_WHAT IS NEEDED_
Without carrying over a single picture, write out the records below exactly.

──────

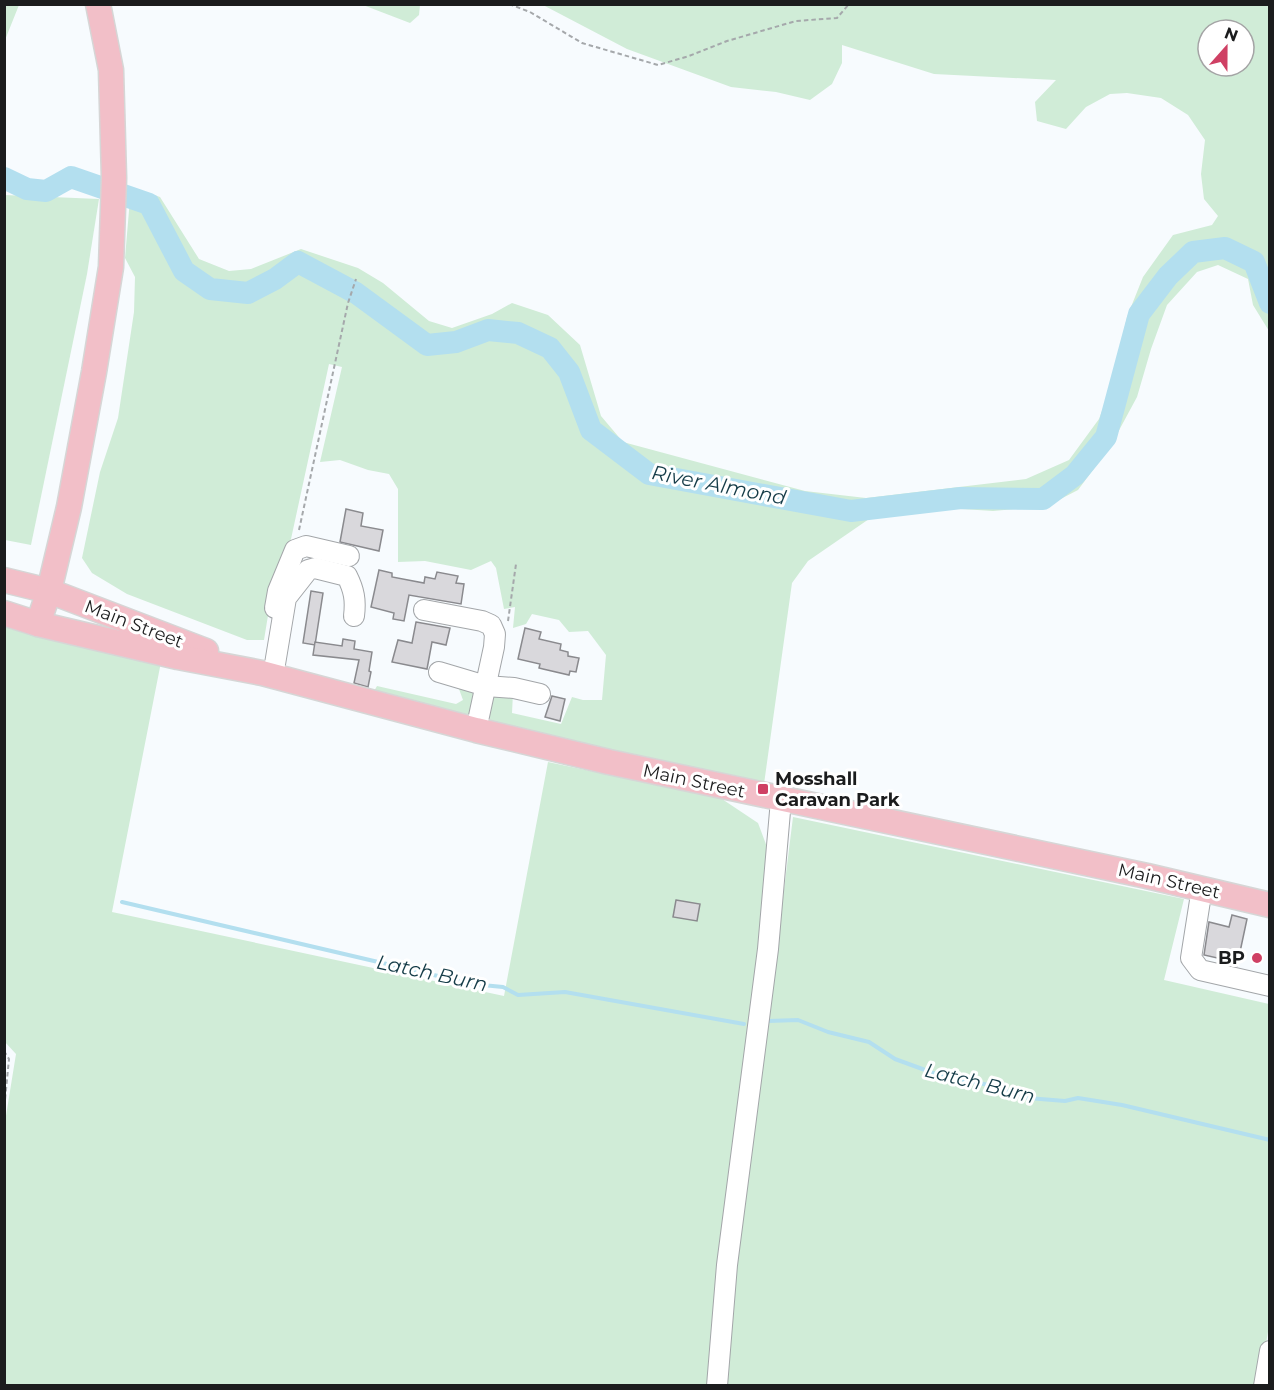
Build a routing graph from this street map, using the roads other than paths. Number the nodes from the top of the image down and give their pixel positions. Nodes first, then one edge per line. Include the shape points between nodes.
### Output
1 (98, 4) edge
2 (349, 556) dead end
3 (4, 580) edge
4 (43, 608) junction
5 (424, 610) dead end
6 (4, 613) edge
7 (356, 616) dead end
8 (439, 672) dead end
9 (268, 674) junction
10 (486, 686) junction
11 (540, 694) dead end
12 (476, 730) junction
13 (782, 800) junction
14 (1202, 888) junction
15 (1269, 905) edge
16 (1269, 986) edge
17 (1269, 1351) edge
18 (717, 1386) edge
19 (1264, 1386) edge

1 - 4 main road via 111,70 111,267 69,507
2 - 9 lane via 306,546 295,550 278,591
3 - 4 main road, Main Street
4 - 6 main road, Main Street
4 - 9 main road, Main Street
4 - 9 main road, Main Street via 94,636
5 - 10 lane via 491,625 495,634
7 - 9 lane via 353,587 346,576 315,568 308,570 286,598
8 - 10 lane
9 - 12 main road, Main Street
10 - 11 lane
10 - 12 lane
12 - 13 main road, Main Street
13 - 14 main road, Main Street
13 - 18 lane via 768,949 727,1265
14 - 15 main road, Main Street
14 - 16 lane via 1191,958 1200,970
17 - 19 lane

──────

_SOLUTION BELOW_
Build a routing graph from this street map, using the roads other than paths. Number the nodes from the top of the image down and give their pixel positions. Nodes first, then one edge per line. Include the shape points between nodes.
### Output
1 (98, 4) edge
2 (349, 556) dead end
3 (4, 580) edge
4 (43, 608) junction
5 (424, 610) dead end
6 (4, 613) edge
7 (356, 616) dead end
8 (439, 672) dead end
9 (268, 674) junction
10 (486, 686) junction
11 (540, 694) dead end
12 (476, 730) junction
13 (782, 800) junction
14 (1202, 888) junction
15 (1269, 905) edge
16 (1269, 986) edge
17 (1269, 1351) edge
18 (717, 1386) edge
19 (1264, 1386) edge

1 - 4 main road via 111,70 111,267 69,507
2 - 9 lane via 306,546 295,550 278,591
3 - 4 main road, Main Street
4 - 6 main road, Main Street
4 - 9 main road, Main Street
4 - 9 main road, Main Street via 94,636
5 - 10 lane via 491,625 495,634
7 - 9 lane via 353,587 346,576 315,568 308,570 286,598
8 - 10 lane
9 - 12 main road, Main Street
10 - 11 lane
10 - 12 lane
12 - 13 main road, Main Street
13 - 14 main road, Main Street
13 - 18 lane via 768,949 727,1265
14 - 15 main road, Main Street
14 - 16 lane via 1191,958 1200,970
17 - 19 lane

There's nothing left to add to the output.